The Birth of Black America by Tim Hashaw, subtitled The First African Americans and the Pursuit of Freedom at Jamestown: I'm a little heavy on the historical reading these days. I grew up in a black city, Philadelphia. Before and during the Civil Rights movement of the nineteen sixties, I felt close to various black friends, was identified with black people, as a friend and supporter only perhaps - never quite understanding the connection, just recognizing that it was there - and only since taking my dna test, have I realized the connection was more than skin-deep (in fact, in terms of skin-color there is no obvious connection at all - it was always a connection more at the level of the heart and soul).
I'm pretty sure my African connection comes through my part-Tuareg great-grandmother, but nevertheless, another branch of my family is represented at Jamestown, probably among the servants, and I'm interested in seeing how these two branches moved around, eventually intertwining just after the Civil War.
Albion's Seed, about early British populations in America.
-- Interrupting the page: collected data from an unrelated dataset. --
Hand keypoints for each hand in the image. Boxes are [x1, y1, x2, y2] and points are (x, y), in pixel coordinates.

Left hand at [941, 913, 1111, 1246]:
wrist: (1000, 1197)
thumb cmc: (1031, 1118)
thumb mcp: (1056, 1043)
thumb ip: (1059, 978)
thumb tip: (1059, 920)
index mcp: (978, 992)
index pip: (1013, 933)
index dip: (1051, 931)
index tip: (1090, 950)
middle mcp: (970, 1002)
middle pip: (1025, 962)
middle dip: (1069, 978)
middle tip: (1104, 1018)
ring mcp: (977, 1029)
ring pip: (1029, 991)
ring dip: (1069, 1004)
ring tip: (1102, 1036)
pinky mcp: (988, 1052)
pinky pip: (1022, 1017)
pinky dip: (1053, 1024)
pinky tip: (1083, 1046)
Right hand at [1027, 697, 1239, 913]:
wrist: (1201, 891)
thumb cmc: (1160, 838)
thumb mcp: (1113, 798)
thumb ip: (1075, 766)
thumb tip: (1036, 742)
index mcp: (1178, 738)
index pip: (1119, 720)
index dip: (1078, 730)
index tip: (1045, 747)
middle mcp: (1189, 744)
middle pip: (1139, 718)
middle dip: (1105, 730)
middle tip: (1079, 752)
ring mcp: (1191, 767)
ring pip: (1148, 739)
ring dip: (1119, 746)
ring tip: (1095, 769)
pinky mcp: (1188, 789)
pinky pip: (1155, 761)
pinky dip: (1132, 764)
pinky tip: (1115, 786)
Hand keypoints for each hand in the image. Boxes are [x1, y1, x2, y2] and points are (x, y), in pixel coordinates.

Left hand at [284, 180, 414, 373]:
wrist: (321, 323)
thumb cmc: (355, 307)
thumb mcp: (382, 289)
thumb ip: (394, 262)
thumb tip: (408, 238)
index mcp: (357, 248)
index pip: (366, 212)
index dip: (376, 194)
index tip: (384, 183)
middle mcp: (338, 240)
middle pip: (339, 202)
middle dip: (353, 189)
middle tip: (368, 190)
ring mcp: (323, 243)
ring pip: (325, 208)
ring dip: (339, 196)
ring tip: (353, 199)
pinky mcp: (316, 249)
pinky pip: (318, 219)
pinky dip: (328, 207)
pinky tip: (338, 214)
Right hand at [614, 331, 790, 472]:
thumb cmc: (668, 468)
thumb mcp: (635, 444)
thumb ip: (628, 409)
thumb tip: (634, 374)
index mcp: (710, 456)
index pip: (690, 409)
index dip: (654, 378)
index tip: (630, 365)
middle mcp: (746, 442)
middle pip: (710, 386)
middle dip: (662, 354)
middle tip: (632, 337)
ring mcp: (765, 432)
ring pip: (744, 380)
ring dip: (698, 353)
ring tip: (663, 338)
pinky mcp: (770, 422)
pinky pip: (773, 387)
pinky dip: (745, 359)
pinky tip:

Four "British Folkways": New England Puritans, Pennsylvania Quakers/middle class, Virginia aristocrats, and Backwoods Border Reiver types. Easy reading with enough historical data to make it interesting.
Need More Love by Aline Kominsky Crumb: nothing 'historical' here, although my own personal history does relate to this book! Anyway, I'm really impressed by Aline's verve and joie de vivre, and am pleased to find the book very woman-centered ('Aline-centered') and not as 'R.Crumb-centered' as I expected it might be, although there is plenty of material here for the afficianados of the "R" variety of Crumb. A positive and humorous read, and best of all, inspired me to break out the old colored pencils and pastels. Thanks, Aline!